--- Task data Enclosed Below ---

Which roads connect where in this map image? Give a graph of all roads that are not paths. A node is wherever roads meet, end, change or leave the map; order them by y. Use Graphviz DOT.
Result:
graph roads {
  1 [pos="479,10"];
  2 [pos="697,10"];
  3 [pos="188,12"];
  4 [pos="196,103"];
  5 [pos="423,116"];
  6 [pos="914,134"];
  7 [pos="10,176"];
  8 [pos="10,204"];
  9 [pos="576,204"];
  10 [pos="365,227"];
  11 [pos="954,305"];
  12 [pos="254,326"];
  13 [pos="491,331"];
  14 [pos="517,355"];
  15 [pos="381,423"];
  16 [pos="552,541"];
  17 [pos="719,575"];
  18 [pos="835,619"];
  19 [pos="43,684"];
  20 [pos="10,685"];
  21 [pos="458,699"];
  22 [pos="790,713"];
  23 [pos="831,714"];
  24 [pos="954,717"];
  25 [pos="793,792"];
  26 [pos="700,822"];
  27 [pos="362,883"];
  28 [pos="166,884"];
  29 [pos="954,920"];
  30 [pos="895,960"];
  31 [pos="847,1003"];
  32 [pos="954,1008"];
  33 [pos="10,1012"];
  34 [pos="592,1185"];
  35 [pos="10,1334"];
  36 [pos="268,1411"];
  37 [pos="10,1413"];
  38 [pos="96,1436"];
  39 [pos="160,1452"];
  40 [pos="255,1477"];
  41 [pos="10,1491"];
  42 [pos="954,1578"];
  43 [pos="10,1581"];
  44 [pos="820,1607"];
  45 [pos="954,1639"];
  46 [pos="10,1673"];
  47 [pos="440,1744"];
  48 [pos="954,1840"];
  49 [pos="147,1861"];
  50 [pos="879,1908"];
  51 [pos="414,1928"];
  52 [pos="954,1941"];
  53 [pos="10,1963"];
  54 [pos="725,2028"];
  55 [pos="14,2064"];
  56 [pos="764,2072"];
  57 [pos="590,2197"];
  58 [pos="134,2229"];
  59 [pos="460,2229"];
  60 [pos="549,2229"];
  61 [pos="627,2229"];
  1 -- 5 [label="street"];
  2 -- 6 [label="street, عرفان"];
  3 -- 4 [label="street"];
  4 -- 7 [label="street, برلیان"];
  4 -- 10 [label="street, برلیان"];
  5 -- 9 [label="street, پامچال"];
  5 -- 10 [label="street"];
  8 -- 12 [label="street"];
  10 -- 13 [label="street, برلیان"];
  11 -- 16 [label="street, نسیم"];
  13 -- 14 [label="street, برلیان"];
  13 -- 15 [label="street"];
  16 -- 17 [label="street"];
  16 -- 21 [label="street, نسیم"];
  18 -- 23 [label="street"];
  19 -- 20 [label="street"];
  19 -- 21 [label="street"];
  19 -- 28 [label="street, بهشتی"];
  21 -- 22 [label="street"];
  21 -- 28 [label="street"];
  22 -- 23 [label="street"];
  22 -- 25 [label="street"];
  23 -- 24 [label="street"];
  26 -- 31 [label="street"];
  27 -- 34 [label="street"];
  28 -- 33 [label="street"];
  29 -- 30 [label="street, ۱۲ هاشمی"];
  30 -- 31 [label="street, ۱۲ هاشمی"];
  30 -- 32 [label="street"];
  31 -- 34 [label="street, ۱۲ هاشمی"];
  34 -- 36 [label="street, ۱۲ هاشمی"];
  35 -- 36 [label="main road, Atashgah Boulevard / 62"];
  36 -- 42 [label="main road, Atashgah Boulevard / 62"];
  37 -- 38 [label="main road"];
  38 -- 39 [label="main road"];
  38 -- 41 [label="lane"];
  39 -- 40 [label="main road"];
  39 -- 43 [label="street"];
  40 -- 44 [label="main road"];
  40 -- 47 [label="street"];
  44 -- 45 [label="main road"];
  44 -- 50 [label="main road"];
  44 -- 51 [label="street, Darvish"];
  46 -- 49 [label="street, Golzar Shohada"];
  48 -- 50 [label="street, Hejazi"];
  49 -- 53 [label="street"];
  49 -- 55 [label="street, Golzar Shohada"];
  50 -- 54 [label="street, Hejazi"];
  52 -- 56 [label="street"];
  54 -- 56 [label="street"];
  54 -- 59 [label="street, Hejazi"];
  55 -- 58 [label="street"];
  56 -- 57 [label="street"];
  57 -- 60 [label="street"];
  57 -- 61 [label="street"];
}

--- End of Enclosed Task data ---

Beginning with the first line and ending with the last, restate the data word for word.

Task output |
Which roads connect where in this map image? Give a graph of all roads that are not paths. A node is wherever roads meet, end, change or leave the map; order them by y. Use Graphviz DOT.
Result:
graph roads {
  1 [pos="479,10"];
  2 [pos="697,10"];
  3 [pos="188,12"];
  4 [pos="196,103"];
  5 [pos="423,116"];
  6 [pos="914,134"];
  7 [pos="10,176"];
  8 [pos="10,204"];
  9 [pos="576,204"];
  10 [pos="365,227"];
  11 [pos="954,305"];
  12 [pos="254,326"];
  13 [pos="491,331"];
  14 [pos="517,355"];
  15 [pos="381,423"];
  16 [pos="552,541"];
  17 [pos="719,575"];
  18 [pos="835,619"];
  19 [pos="43,684"];
  20 [pos="10,685"];
  21 [pos="458,699"];
  22 [pos="790,713"];
  23 [pos="831,714"];
  24 [pos="954,717"];
  25 [pos="793,792"];
  26 [pos="700,822"];
  27 [pos="362,883"];
  28 [pos="166,884"];
  29 [pos="954,920"];
  30 [pos="895,960"];
  31 [pos="847,1003"];
  32 [pos="954,1008"];
  33 [pos="10,1012"];
  34 [pos="592,1185"];
  35 [pos="10,1334"];
  36 [pos="268,1411"];
  37 [pos="10,1413"];
  38 [pos="96,1436"];
  39 [pos="160,1452"];
  40 [pos="255,1477"];
  41 [pos="10,1491"];
  42 [pos="954,1578"];
  43 [pos="10,1581"];
  44 [pos="820,1607"];
  45 [pos="954,1639"];
  46 [pos="10,1673"];
  47 [pos="440,1744"];
  48 [pos="954,1840"];
  49 [pos="147,1861"];
  50 [pos="879,1908"];
  51 [pos="414,1928"];
  52 [pos="954,1941"];
  53 [pos="10,1963"];
  54 [pos="725,2028"];
  55 [pos="14,2064"];
  56 [pos="764,2072"];
  57 [pos="590,2197"];
  58 [pos="134,2229"];
  59 [pos="460,2229"];
  60 [pos="549,2229"];
  61 [pos="627,2229"];
  1 -- 5 [label="street"];
  2 -- 6 [label="street, عرفان"];
  3 -- 4 [label="street"];
  4 -- 7 [label="street, برلیان"];
  4 -- 10 [label="street, برلیان"];
  5 -- 9 [label="street, پامچال"];
  5 -- 10 [label="street"];
  8 -- 12 [label="street"];
  10 -- 13 [label="street, برلیان"];
  11 -- 16 [label="street, نسیم"];
  13 -- 14 [label="street, برلیان"];
  13 -- 15 [label="street"];
  16 -- 17 [label="street"];
  16 -- 21 [label="street, نسیم"];
  18 -- 23 [label="street"];
  19 -- 20 [label="street"];
  19 -- 21 [label="street"];
  19 -- 28 [label="street, بهشتی"];
  21 -- 22 [label="street"];
  21 -- 28 [label="street"];
  22 -- 23 [label="street"];
  22 -- 25 [label="street"];
  23 -- 24 [label="street"];
  26 -- 31 [label="street"];
  27 -- 34 [label="street"];
  28 -- 33 [label="street"];
  29 -- 30 [label="street, ۱۲ هاشمی"];
  30 -- 31 [label="street, ۱۲ هاشمی"];
  30 -- 32 [label="street"];
  31 -- 34 [label="street, ۱۲ هاشمی"];
  34 -- 36 [label="street, ۱۲ هاشمی"];
  35 -- 36 [label="main road, Atashgah Boulevard / 62"];
  36 -- 42 [label="main road, Atashgah Boulevard / 62"];
  37 -- 38 [label="main road"];
  38 -- 39 [label="main road"];
  38 -- 41 [label="lane"];
  39 -- 40 [label="main road"];
  39 -- 43 [label="street"];
  40 -- 44 [label="main road"];
  40 -- 47 [label="street"];
  44 -- 45 [label="main road"];
  44 -- 50 [label="main road"];
  44 -- 51 [label="street, Darvish"];
  46 -- 49 [label="street, Golzar Shohada"];
  48 -- 50 [label="street, Hejazi"];
  49 -- 53 [label="street"];
  49 -- 55 [label="street, Golzar Shohada"];
  50 -- 54 [label="street, Hejazi"];
  52 -- 56 [label="street"];
  54 -- 56 [label="street"];
  54 -- 59 [label="street, Hejazi"];
  55 -- 58 [label="street"];
  56 -- 57 [label="street"];
  57 -- 60 [label="street"];
  57 -- 61 [label="street"];
}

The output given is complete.